Entries provided START

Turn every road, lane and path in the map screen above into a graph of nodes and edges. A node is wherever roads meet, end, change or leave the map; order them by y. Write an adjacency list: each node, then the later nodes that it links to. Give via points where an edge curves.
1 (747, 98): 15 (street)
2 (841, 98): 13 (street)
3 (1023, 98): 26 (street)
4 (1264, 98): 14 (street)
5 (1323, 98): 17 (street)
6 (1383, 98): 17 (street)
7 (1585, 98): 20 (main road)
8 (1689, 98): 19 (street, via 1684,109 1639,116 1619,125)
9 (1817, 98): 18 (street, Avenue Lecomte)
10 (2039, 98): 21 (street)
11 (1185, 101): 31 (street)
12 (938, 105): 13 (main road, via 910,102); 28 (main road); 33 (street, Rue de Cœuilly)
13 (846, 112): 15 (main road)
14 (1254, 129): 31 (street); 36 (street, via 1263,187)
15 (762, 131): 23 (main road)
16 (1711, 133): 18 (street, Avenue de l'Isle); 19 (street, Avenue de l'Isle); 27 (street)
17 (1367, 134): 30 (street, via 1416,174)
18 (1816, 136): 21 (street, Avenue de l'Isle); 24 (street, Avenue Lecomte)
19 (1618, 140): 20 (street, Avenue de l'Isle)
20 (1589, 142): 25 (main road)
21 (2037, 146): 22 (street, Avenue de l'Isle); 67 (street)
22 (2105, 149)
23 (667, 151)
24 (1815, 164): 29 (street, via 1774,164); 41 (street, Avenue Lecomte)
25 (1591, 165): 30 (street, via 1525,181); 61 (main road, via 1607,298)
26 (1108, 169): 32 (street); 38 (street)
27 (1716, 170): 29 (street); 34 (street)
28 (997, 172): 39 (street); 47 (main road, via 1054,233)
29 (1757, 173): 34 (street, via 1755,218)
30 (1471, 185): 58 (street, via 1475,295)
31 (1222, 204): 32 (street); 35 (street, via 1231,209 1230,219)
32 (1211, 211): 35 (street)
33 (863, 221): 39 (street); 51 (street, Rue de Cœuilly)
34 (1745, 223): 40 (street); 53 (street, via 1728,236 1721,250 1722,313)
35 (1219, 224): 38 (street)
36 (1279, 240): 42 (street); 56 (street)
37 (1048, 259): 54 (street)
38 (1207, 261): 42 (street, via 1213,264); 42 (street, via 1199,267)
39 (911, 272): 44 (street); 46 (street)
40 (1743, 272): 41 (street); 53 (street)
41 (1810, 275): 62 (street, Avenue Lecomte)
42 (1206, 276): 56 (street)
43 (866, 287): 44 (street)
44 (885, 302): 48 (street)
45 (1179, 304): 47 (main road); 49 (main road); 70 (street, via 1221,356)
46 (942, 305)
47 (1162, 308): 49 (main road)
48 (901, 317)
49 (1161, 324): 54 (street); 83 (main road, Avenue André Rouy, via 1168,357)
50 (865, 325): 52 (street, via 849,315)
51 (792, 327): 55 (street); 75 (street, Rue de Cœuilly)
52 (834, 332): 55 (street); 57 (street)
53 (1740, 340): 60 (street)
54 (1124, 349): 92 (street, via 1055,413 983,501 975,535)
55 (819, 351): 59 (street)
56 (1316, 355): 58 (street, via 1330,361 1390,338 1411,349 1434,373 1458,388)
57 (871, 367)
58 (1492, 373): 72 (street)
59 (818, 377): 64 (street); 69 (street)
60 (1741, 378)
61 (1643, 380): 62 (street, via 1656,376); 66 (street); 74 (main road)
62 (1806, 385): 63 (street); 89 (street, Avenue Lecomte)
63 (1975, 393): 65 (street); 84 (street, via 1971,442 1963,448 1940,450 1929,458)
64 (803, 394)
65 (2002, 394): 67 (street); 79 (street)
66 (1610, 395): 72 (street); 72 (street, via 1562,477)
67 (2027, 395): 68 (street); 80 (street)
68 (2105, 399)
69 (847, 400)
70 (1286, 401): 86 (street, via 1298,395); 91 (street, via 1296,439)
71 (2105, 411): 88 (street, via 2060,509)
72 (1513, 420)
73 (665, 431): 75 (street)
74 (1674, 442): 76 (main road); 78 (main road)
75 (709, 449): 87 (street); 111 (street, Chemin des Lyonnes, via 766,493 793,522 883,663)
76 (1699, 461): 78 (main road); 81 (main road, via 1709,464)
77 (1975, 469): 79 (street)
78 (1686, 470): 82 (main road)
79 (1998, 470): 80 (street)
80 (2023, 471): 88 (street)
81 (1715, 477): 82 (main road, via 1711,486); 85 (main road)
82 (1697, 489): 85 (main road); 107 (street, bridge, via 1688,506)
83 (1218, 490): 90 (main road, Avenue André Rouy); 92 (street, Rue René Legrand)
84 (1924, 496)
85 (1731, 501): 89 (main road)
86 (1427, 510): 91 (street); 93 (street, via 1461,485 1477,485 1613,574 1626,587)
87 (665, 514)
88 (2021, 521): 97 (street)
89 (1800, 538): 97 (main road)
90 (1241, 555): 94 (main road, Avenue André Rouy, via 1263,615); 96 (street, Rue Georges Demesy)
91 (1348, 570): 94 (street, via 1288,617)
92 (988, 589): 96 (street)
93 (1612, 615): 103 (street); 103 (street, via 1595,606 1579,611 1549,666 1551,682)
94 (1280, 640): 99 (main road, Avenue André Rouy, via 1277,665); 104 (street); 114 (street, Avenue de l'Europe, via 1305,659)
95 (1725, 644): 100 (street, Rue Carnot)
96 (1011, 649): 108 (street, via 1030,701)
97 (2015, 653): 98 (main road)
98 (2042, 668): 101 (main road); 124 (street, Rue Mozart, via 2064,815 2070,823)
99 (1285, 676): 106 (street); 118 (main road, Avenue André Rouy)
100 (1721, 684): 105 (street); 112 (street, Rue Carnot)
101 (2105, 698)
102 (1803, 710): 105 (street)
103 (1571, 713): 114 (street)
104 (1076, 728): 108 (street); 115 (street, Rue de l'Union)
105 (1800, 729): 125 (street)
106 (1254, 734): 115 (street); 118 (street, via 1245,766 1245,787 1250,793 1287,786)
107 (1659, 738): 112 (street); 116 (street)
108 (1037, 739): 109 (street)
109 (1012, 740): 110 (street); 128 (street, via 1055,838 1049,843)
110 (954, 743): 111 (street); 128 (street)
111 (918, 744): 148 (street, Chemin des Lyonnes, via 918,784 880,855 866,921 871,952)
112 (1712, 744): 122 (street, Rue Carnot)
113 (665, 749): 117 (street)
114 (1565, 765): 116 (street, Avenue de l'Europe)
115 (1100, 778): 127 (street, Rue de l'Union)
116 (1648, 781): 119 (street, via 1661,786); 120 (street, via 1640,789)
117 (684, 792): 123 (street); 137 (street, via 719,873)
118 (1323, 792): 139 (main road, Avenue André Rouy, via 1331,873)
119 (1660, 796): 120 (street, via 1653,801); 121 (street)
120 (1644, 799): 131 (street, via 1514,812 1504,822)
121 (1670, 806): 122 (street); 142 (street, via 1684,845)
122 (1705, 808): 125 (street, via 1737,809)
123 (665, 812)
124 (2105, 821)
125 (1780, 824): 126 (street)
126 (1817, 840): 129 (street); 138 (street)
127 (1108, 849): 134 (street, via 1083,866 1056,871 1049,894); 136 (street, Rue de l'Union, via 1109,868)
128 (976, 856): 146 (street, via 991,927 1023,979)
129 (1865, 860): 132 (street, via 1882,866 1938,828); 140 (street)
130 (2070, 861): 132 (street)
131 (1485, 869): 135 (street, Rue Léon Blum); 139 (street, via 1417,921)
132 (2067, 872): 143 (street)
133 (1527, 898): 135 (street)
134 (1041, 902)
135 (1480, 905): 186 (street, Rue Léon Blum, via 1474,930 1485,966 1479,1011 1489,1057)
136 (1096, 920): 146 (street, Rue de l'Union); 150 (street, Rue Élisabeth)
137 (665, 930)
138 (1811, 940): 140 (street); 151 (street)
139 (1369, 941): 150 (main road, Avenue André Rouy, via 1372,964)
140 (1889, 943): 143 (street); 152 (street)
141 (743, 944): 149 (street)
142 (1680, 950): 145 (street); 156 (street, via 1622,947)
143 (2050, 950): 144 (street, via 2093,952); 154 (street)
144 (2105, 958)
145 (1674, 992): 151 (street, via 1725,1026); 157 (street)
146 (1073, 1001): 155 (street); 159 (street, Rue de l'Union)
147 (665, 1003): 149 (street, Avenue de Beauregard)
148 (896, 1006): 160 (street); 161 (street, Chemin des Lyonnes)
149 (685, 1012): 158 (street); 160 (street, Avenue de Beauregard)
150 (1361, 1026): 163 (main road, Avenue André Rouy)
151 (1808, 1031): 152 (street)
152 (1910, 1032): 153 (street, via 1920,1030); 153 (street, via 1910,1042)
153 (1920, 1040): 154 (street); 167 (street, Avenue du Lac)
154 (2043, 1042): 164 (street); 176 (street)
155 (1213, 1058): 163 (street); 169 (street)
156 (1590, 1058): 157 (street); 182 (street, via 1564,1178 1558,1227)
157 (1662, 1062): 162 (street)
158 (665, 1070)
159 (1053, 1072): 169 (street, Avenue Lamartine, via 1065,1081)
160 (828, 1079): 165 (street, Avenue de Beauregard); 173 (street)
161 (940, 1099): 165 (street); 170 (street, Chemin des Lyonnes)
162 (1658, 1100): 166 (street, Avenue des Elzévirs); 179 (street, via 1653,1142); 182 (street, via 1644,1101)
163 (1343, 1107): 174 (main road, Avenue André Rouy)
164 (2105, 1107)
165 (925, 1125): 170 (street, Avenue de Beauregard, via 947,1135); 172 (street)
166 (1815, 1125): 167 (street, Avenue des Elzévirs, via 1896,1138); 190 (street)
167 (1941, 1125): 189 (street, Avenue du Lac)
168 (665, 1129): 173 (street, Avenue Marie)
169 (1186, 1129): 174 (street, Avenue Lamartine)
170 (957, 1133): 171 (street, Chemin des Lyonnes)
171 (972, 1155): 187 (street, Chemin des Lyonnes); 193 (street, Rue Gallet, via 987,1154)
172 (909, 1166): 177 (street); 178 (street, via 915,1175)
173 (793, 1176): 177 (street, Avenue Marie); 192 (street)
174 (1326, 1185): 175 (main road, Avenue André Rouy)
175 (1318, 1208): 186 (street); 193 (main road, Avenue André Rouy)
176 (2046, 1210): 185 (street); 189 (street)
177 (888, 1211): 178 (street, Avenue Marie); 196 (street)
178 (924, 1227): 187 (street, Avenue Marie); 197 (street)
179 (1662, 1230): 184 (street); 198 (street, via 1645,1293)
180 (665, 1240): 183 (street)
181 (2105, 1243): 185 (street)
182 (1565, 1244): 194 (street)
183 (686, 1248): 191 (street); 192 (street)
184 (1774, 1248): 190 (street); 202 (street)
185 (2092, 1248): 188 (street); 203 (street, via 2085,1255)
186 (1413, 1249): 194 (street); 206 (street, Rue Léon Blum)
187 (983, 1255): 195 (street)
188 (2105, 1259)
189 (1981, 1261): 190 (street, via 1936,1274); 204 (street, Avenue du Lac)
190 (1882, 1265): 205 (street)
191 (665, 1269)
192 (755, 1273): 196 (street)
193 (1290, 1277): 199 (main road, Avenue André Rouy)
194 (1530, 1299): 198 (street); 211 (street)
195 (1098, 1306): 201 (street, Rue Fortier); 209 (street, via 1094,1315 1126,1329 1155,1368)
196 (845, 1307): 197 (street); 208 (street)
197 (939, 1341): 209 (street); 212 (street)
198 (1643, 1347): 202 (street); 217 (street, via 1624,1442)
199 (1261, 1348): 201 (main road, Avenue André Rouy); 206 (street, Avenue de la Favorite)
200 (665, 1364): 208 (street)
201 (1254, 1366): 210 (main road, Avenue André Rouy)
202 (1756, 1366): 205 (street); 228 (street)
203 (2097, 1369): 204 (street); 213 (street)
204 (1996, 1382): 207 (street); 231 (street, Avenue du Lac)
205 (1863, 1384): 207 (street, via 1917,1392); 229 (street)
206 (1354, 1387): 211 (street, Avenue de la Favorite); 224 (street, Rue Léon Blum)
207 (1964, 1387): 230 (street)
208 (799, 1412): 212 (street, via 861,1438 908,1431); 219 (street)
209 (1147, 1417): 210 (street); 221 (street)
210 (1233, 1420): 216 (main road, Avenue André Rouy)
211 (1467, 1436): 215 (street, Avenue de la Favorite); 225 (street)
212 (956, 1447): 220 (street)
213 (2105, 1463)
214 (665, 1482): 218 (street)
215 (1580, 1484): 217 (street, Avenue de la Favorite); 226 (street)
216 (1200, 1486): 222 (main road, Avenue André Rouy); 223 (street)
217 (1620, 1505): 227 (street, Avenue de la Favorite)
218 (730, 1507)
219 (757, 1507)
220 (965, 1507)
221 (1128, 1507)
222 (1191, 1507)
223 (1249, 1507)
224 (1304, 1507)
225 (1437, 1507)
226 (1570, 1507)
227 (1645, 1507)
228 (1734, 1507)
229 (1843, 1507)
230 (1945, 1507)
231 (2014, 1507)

Entries provided END

About this task | Copy each line of the data above that holds "Chemin".

Answer to the exercise |
75 (709, 449): 87 (street); 111 (street, Chemin des Lyonnes, via 766,493 793,522 883,663)
111 (918, 744): 148 (street, Chemin des Lyonnes, via 918,784 880,855 866,921 871,952)
148 (896, 1006): 160 (street); 161 (street, Chemin des Lyonnes)
161 (940, 1099): 165 (street); 170 (street, Chemin des Lyonnes)
170 (957, 1133): 171 (street, Chemin des Lyonnes)
171 (972, 1155): 187 (street, Chemin des Lyonnes); 193 (street, Rue Gallet, via 987,1154)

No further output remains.